Запах ударил сразу. Тот самый, сладковатый, только в сто раз сильнее. Меня чуть не вывернуло, но я сдержался. Подошёл ближе. Зажёг зажигалку.Кошка ещё лежала на ящиках, но от неё уже почти ничего не осталось — только шкура и кости. Черви теперь копошились внизу, в куче тряпья. Я поднёс огонёк ближе и увидел. То место, где он лежал. Пустое, но мокрое. И черви. Много червей. Они ползали по тому месту, по стенам, по ящикам. Шуршали.
Я стоял и смотрел. Не мог оторваться. Потом зажигалка погасла, и стало темно. Я не зажигал снова. Просто стоял в темноте и слушал, как они шуршат.
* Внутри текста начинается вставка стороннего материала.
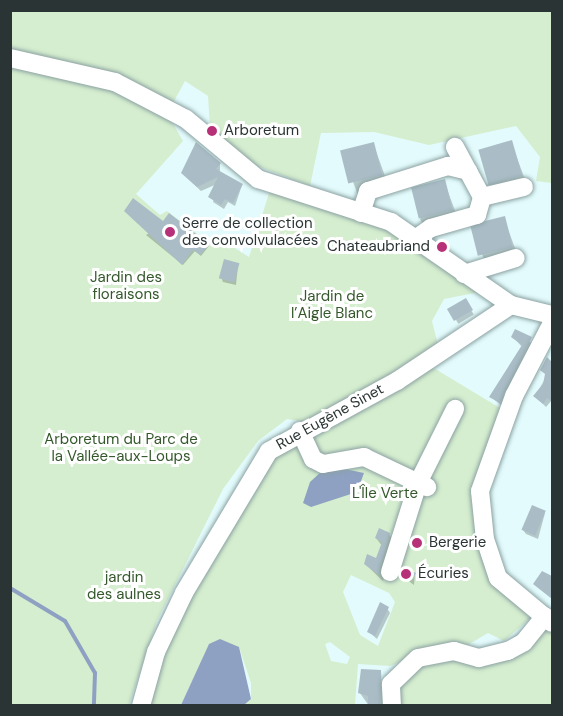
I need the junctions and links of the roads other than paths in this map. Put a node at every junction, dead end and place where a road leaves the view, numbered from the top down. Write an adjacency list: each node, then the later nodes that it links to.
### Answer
1 (10, 58): 6 (street)
2 (455, 147): 3 (street)
3 (468, 171): 5 (street); 6 (street)
4 (524, 187): 5 (street)
5 (482, 197): 7 (street)
6 (361, 213): 7 (street)
7 (415, 239): 9 (street)
8 (516, 258): 9 (street)
9 (464, 274): 10 (street)
10 (511, 305): 11 (street); 14 (street, Rue Eugène Sinet)
11 (552, 315)
12 (552, 323): 17 (street)
13 (455, 409): 15 (street)
14 (300, 431): 15 (street); 18 (street, Rue Eugène Sinet)
15 (423, 485): 16 (street)
16 (390, 572)
17 (549, 620): 19 (street)
18 (141, 705)
19 (392, 705)

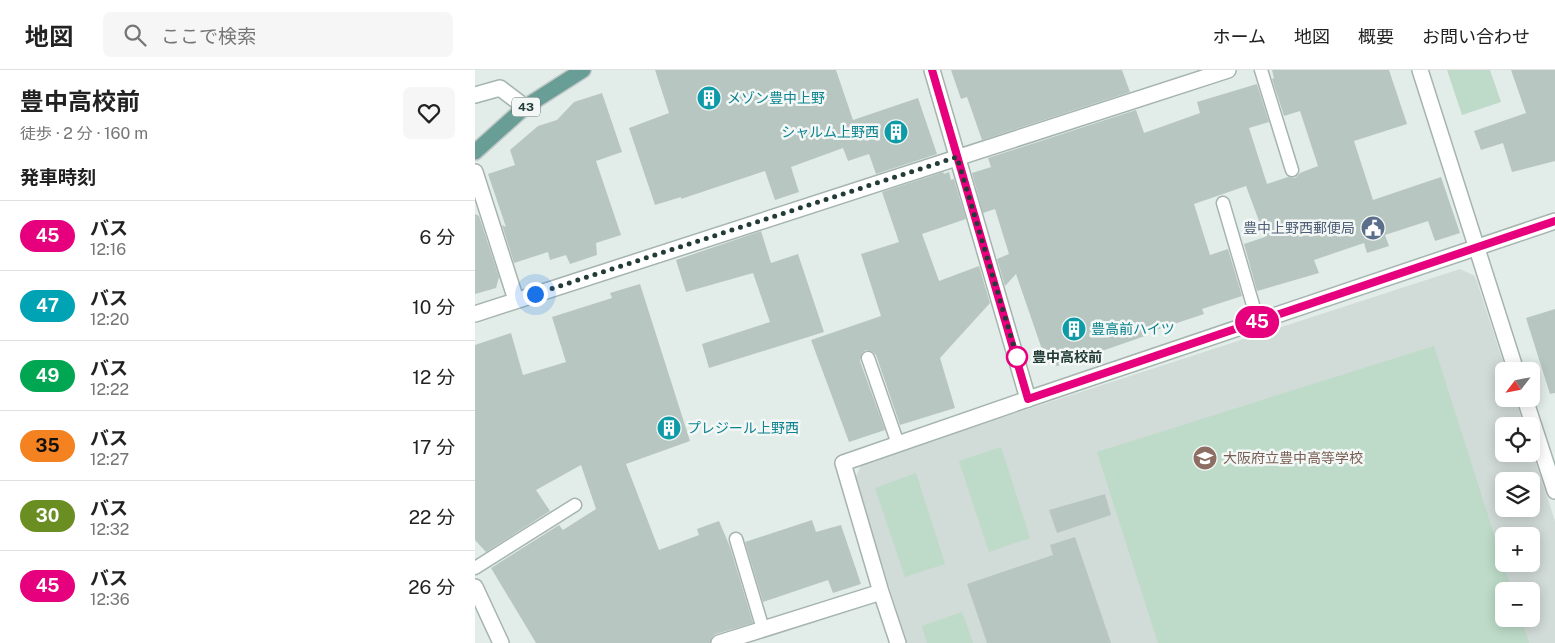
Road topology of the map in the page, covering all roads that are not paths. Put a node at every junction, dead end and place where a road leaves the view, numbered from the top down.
1 (583, 70) edge
2 (931, 70) edge
3 (1228, 70) edge
4 (1261, 70) edge
5 (1420, 70) edge
6 (475, 96) edge
7 (525, 107) junction
8 (475, 152) edge
9 (957, 157) junction
10 (1292, 170) dead end
11 (475, 172) edge
12 (1223, 204) dead end
13 (1555, 221) edge
14 (1476, 248) junction
15 (517, 300) junction
16 (475, 314) edge
17 (1258, 322) junction
18 (868, 358) dead end
19 (1513, 362) edge
20 (1028, 399) junction
21 (1528, 408) edge
22 (897, 444) junction
23 (1555, 489) edge
24 (575, 505) dead end
25 (736, 539) dead end
26 (475, 568) edge
27 (475, 587) edge
28 (881, 592) junction
29 (763, 629) junction
30 (501, 643) edge
31 (719, 643) edge
32 (898, 643) edge

1 - 7 main road, 43
2 - 9 street
3 - 9 street
4 - 10 lane
5 - 14 street
6 - 7 street
7 - 8 main road, 43
9 - 15 street
9 - 20 street
11 - 15 street
12 - 17 lane
13 - 14 street
14 - 17 street
14 - 19 street
15 - 16 street
17 - 20 street
18 - 22 lane
20 - 22 street
21 - 23 street
22 - 28 street
24 - 26 lane
25 - 29 lane
27 - 30 street
28 - 29 street
28 - 32 street
29 - 31 street

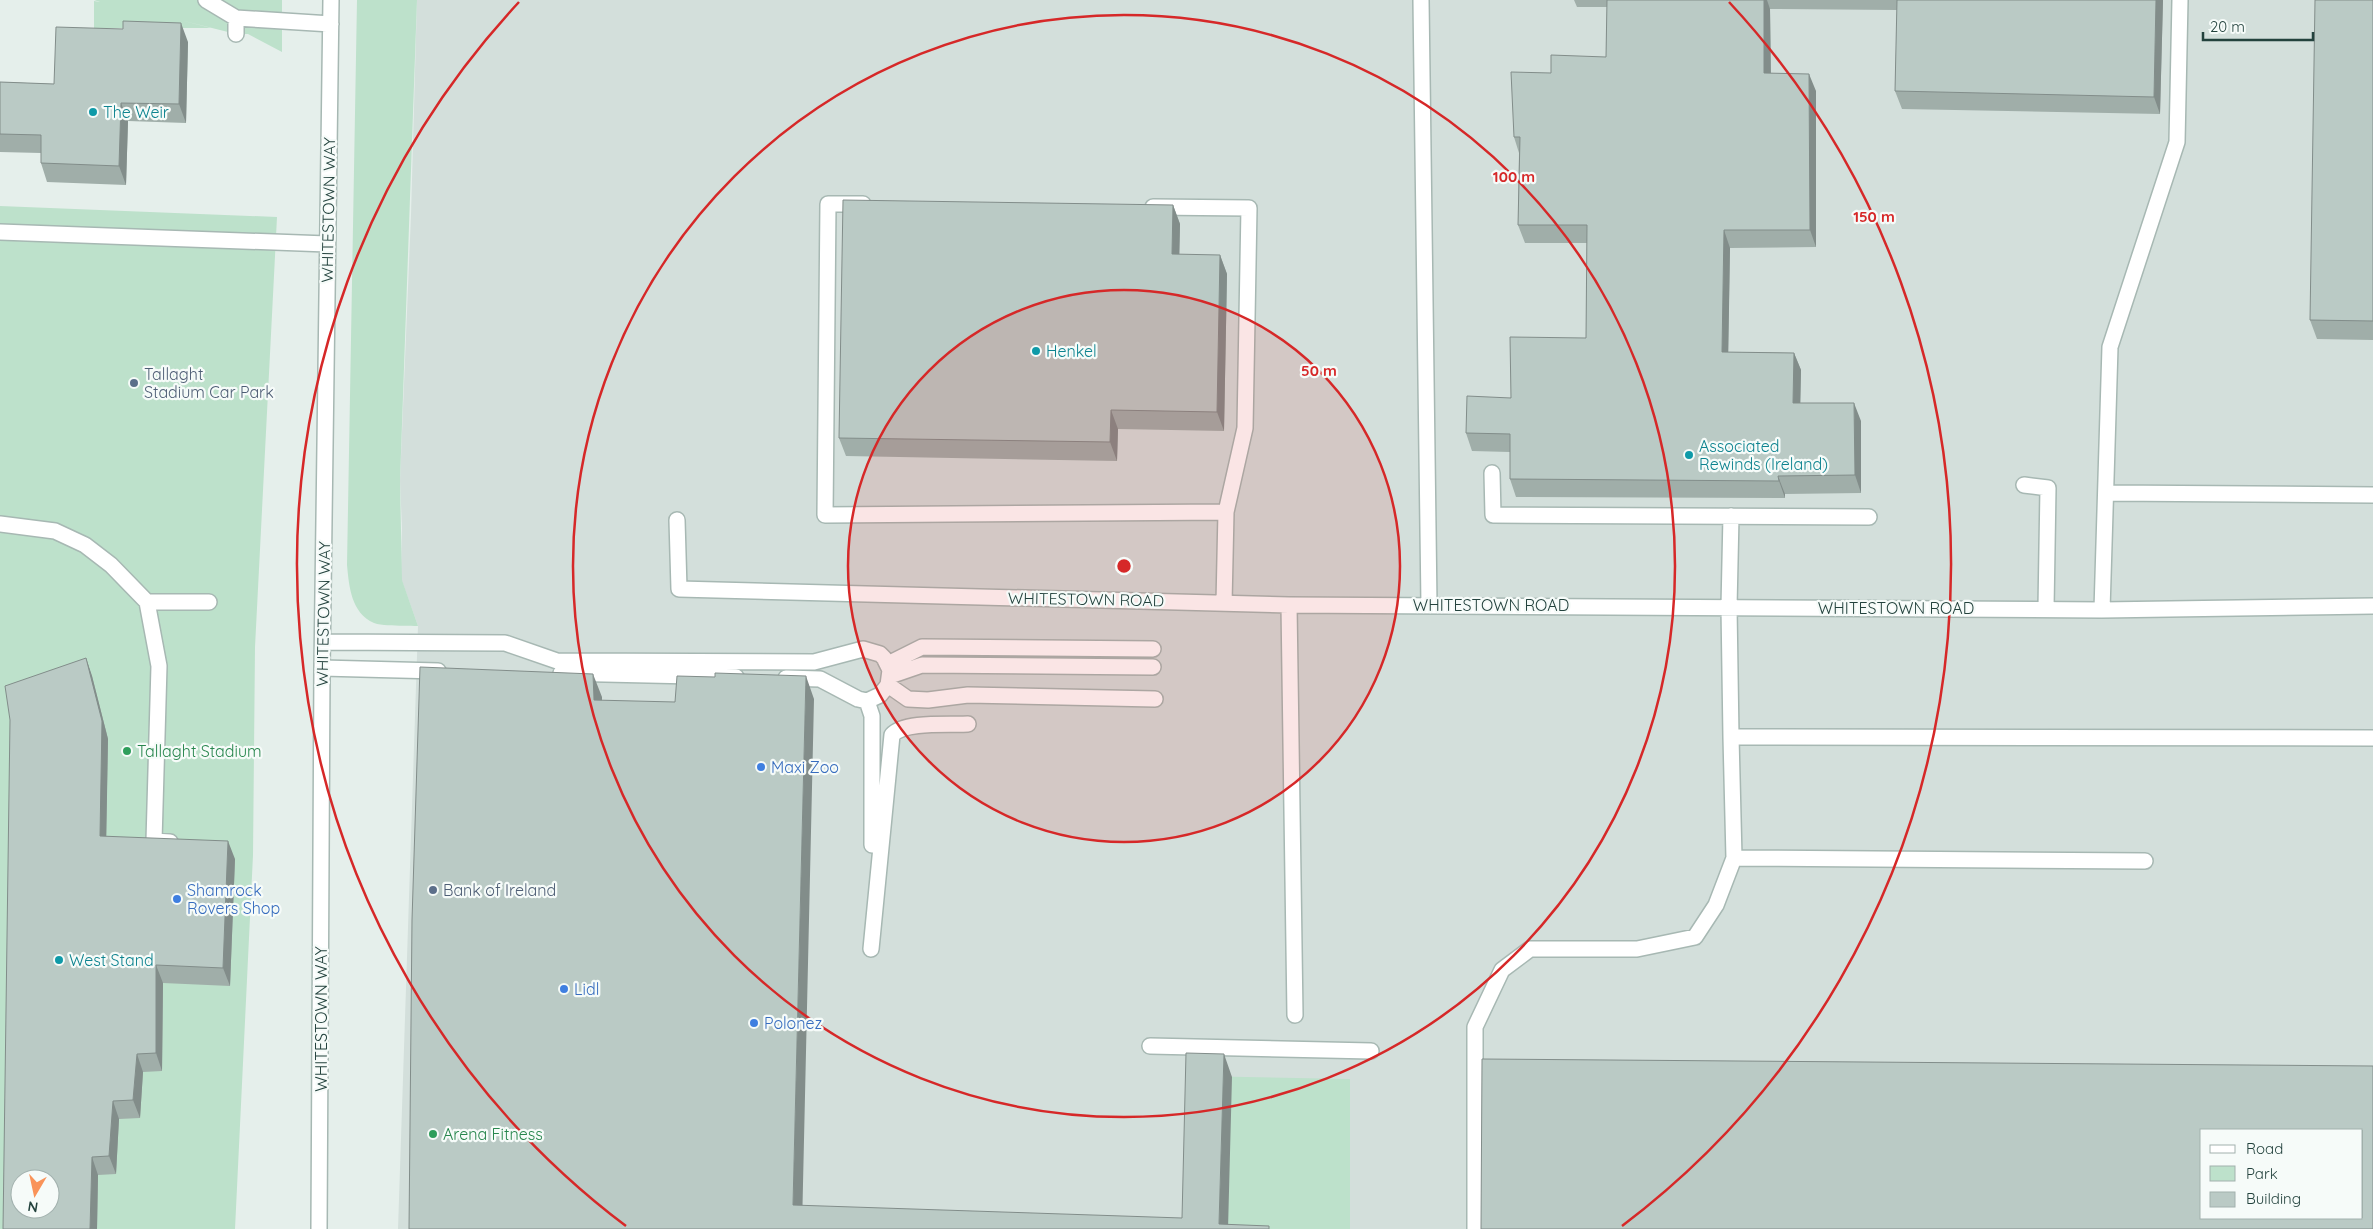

Потом вышел.На улице меня вырвало. Прямо у входа в подвал. Я вытер рот рукавом и пошёл домой.
Осенью мы переехали. В другой двор, с обратной стороны завода. Там двухэтажки на холме стоят, старые, но сухие. Мать сказала: «Здесь лучше будет». Я не спрашивал, почему. Просто поверил.
С Серёгой мы виделись ещё пару раз. А потом он пропал. Не умер, нет — просто перестал существовать в моей жизни. Как будто его и не было.
Я посмотрел на стены в новой квартире. Они были чистые. Совсем. Ни пятнышка. Мать сказала: «Ну вот, видишь, я же говорила».Я кивнул.
А ночью проснулся от того, что в комнате пахнет. Тем самым — сладковатым, тяжёлым, от которого тошнит.
Я зажёг свет. Посмотрел в угол.Там, на стене, прямо над плинтусом, росла плесень. Совсем маленькая, с ноготь. Чёрная.Я подошёл ближе. Наклонился.И мне показалось, что она шевелится.
Я погасил свет. Лёг. Долго лежал, смотрел в потолок. А потом услышал шорох. Тонкий, сухой, будто кто-то перебирает бумагу.
Или чешуёй по бетону.
Я закрыл глаза.
И понял: она везде.
Всегда была.
И будет.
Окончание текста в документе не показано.